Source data

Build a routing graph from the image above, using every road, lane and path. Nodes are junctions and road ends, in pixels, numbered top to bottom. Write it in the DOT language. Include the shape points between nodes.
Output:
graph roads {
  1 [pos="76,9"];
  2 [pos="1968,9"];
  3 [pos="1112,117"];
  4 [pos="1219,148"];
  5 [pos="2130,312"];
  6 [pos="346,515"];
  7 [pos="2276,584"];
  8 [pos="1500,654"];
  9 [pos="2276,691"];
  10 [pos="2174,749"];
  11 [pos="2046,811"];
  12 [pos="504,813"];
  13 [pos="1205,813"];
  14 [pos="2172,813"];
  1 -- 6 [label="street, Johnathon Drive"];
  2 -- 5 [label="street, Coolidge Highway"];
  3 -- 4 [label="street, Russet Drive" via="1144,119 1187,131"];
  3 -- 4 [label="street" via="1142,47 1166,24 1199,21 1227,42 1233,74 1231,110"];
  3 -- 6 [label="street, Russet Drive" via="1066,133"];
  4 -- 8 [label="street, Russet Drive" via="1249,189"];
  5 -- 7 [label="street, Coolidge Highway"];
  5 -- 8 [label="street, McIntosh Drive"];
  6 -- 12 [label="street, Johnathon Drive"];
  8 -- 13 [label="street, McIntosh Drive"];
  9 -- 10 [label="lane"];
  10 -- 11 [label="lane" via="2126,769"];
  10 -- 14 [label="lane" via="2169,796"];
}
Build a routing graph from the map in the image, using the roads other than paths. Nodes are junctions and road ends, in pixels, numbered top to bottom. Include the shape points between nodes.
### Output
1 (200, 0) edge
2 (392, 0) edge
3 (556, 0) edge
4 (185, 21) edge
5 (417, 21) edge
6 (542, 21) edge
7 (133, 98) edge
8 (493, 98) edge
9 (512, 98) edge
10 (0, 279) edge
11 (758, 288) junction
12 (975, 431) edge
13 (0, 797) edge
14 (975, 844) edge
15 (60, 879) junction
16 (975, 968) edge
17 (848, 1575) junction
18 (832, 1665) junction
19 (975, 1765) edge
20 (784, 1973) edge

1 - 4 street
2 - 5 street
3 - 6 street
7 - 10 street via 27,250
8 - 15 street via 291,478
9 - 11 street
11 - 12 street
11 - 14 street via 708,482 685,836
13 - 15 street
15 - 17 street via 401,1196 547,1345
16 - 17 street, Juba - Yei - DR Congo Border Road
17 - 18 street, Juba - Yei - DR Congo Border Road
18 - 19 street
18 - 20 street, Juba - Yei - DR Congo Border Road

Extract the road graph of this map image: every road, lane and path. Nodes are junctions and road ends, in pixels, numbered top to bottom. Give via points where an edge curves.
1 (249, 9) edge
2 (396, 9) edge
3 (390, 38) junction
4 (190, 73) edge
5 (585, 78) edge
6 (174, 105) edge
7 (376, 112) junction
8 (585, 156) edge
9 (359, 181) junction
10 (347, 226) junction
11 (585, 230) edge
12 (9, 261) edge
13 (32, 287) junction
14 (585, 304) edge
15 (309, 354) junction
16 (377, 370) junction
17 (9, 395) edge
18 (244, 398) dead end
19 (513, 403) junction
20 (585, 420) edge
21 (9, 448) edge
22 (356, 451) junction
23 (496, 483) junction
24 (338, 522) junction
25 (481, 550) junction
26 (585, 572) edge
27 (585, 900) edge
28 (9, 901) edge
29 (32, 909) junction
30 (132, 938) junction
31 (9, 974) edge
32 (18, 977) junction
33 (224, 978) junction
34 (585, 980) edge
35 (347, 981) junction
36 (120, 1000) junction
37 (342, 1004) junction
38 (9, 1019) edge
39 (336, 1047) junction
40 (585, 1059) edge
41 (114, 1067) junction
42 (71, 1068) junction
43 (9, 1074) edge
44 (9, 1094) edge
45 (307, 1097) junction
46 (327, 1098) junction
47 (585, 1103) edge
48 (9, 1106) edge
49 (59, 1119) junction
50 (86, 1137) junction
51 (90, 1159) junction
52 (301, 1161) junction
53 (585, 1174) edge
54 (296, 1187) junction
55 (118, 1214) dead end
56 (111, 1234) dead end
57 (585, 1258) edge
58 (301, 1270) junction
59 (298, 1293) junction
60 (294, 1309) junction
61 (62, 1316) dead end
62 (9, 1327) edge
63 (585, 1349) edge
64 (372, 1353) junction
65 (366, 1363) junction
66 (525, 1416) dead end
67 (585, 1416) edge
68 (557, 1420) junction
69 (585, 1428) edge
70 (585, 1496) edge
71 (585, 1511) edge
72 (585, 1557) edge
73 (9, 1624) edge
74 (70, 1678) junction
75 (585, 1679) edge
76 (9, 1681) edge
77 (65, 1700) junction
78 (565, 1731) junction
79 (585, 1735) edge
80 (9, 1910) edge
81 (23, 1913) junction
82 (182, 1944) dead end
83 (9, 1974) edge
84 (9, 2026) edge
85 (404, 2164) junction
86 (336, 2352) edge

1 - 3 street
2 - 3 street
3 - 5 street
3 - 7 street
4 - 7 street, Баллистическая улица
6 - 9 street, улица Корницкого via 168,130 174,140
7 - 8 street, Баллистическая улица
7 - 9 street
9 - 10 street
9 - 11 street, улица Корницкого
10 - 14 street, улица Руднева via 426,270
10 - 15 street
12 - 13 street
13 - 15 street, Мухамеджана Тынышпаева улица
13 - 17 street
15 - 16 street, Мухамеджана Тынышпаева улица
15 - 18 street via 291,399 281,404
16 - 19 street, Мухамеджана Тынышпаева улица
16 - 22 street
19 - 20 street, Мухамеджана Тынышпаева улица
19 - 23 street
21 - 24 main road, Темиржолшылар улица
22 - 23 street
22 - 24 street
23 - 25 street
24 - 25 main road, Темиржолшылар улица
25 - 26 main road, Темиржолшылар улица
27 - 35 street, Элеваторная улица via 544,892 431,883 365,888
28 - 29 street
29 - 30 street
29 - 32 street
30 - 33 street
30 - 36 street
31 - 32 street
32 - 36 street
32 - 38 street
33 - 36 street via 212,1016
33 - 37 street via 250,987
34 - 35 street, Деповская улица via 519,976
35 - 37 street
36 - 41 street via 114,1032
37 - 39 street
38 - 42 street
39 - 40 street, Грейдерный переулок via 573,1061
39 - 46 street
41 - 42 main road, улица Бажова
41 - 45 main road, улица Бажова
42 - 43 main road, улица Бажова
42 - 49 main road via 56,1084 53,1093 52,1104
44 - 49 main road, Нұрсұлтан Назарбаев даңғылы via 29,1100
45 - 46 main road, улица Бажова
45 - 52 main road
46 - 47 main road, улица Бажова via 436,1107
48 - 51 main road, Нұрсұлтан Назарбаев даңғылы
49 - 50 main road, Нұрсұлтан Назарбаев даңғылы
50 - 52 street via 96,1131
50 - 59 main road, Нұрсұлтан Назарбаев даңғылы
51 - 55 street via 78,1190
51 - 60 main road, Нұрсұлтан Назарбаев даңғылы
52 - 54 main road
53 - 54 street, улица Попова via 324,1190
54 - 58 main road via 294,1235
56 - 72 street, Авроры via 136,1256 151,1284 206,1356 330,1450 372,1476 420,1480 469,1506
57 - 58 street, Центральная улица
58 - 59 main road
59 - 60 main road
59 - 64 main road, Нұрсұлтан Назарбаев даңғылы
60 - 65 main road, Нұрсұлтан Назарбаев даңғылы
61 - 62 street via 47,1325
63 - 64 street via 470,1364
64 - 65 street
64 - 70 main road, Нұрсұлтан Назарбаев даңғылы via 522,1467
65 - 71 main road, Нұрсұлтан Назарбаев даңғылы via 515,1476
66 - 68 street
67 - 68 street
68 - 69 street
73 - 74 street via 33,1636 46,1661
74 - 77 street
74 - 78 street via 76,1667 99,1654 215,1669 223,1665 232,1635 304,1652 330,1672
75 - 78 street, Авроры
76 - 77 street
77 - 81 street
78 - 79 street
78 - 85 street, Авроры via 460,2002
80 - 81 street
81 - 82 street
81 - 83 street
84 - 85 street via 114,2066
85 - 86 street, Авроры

**What you will do**
Give the number of lines above in which the word "routing" occurs, with nothing else.

**Task solution**
2